Bug 12286 - [devel-6.6] Intel RDT monitoring support on Sub-NUMA Cluster (SNC) enabled systems
Summary: [devel-6.6] Intel RDT monitoring support on Sub-NUMA Cluster (SNC) enabled sy...
Status: NEW
Alias: None
Product: ANCK 6.6 Dev
Classification: ANCK
Component: X86 (show other bugs) X86
Version: unspecified
Hardware: x86_64 Linux
: P3-Medium S3-normal
Target Milestone: ---
Assignee: Guanjun
QA Contact: shuming
URL:
Whiteboard:
Keywords:
Depends on:
Blocks:
 
Reported: 2024-12-10 13:24 UTC by zhiquan1-li
Modified: 2024-12-10 13:24 UTC (History)
3 users (show)

See Also:


Attachments

Note You need to log in before you can comment on or make changes to this bug.
Description zhiquan1-li intel_group 2024-12-10 13:24:58 UTC
Description of problem:

About Intel RDT with Sub-NUMA Cluster (SNC) enabled

Supported Intel platforms: ICX, SPR, EMR, GNR and etc.

The Sub-NUMA Cluster (SNC) feature on some Intel processors partitions the
CPUs that share an L3 cache into two or more sets. This plays havoc with
the Resource Director Technology (RDT) monitoring features. Prior to this
patch Intel has advised that SNC and RDT are incompatible.

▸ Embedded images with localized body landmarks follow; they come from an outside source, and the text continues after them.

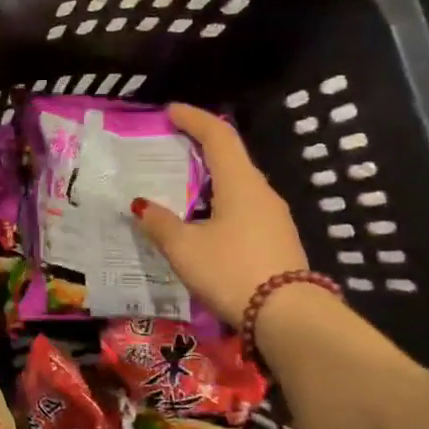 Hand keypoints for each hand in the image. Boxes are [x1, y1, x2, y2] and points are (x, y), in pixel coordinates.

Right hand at [130, 103, 308, 323]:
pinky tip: (202, 220)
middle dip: (200, 146)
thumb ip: (160, 223)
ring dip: (210, 178)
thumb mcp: (185, 248)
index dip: (194, 119)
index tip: (171, 111)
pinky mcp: (276, 239)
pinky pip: (243, 207)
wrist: (287, 318)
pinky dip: (219, 201)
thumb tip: (141, 205)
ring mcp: (273, 216)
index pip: (218, 136)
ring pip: (237, 184)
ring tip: (181, 185)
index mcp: (240, 183)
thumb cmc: (231, 271)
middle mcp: (261, 192)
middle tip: (170, 146)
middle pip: (230, 157) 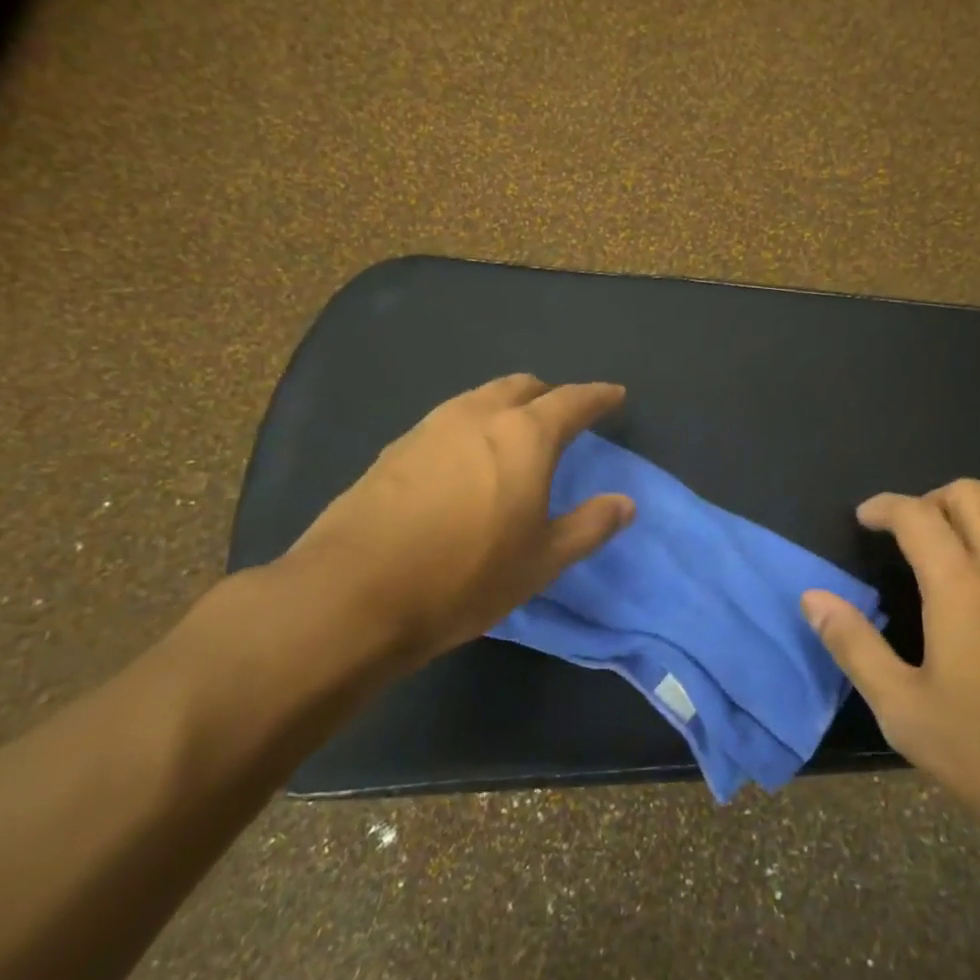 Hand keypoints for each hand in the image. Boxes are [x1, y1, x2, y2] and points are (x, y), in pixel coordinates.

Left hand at [280, 374, 634, 669]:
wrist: (353, 593)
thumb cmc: (465, 576)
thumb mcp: (541, 561)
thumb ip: (589, 526)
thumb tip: (626, 503)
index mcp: (524, 435)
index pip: (572, 401)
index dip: (598, 397)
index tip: (615, 397)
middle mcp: (478, 416)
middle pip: (523, 386)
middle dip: (549, 395)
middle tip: (563, 417)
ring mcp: (430, 427)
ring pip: (481, 398)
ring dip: (506, 406)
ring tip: (515, 434)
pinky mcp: (395, 448)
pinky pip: (448, 420)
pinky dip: (472, 426)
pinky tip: (465, 460)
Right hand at [802, 480, 979, 914]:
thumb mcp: (906, 713)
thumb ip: (855, 646)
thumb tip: (813, 599)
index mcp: (962, 587)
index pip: (917, 514)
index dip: (884, 506)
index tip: (864, 518)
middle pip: (970, 494)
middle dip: (930, 500)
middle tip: (907, 535)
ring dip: (974, 514)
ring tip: (952, 552) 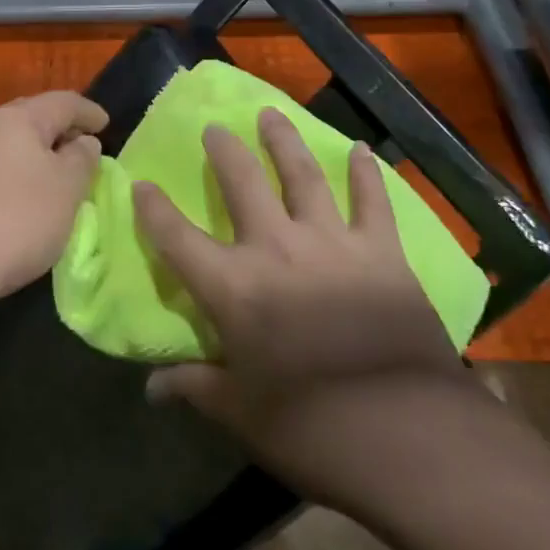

Some of these CPUs support an MSR that can partition the RMID counters in
the same way. This allows monitoring features to be used. Legacy monitoring
files provide the sum of counters from each SNC node for backwards
compatibility. Additional files per SNC node provide details per node.

With Sub-NUMA Cluster (SNC) mode enabled the scope of monitoring resources
is per-NODE instead of per-L3 cache. Backwards compatibility is maintained
by providing files in the mon_L3_XX directories that sum event counts
for all SNC nodes sharing an L3 cache.

The top-level monitoring files in each "mon_L3_XX" directory provide the
sum of data across all SNC nodes sharing an L3 cache instance.
Users who bind tasks to the CPUs of a specific Sub-NUMA node can read the
"llc_occupancy", "mbm_total_bytes", and "mbm_local_bytes" in the
"mon_sub_L3_YY" directories to get node local data.

For a system with two SNC nodes per L3, the monitor reporting files like this:

# cd /sys/fs/resctrl/mon_data
# tree mon_L3_00
mon_L3_00                  <- 00 here is L3 cache id
├── llc_occupancy              \  These files provide legacy support
├── mbm_local_bytes             > for non-SNC aware monitor apps
├── mbm_total_bytes            /  that expect data at L3 cache level
├── mon_sub_L3_00          <- 00 here is SNC node id
│   ├── llc_occupancy          \  These files are finer grained
│   ├── mbm_local_bytes         > data from each SNC node
│   └── mbm_total_bytes        /
└── mon_sub_L3_01
    ├── llc_occupancy          \
    ├── mbm_local_bytes         > As above, but for node 1.
    └── mbm_total_bytes        /

Note for Intel RDT control features:
Memory bandwidth allocation is still performed at the L3 cache level. I.e.
throttling controls are applied to all SNC nodes.

L3 cache allocation bitmaps also apply to all SNC nodes. But note that the
amount of L3 cache represented by each bit is divided by the number of SNC
nodes per L3 cache. E.g. with a 100MB cache on a system with 10-bit
allocation masks each bit normally represents 10MB. With SNC mode enabled
with two SNC nodes per L3 cache, each bit only represents 5MB.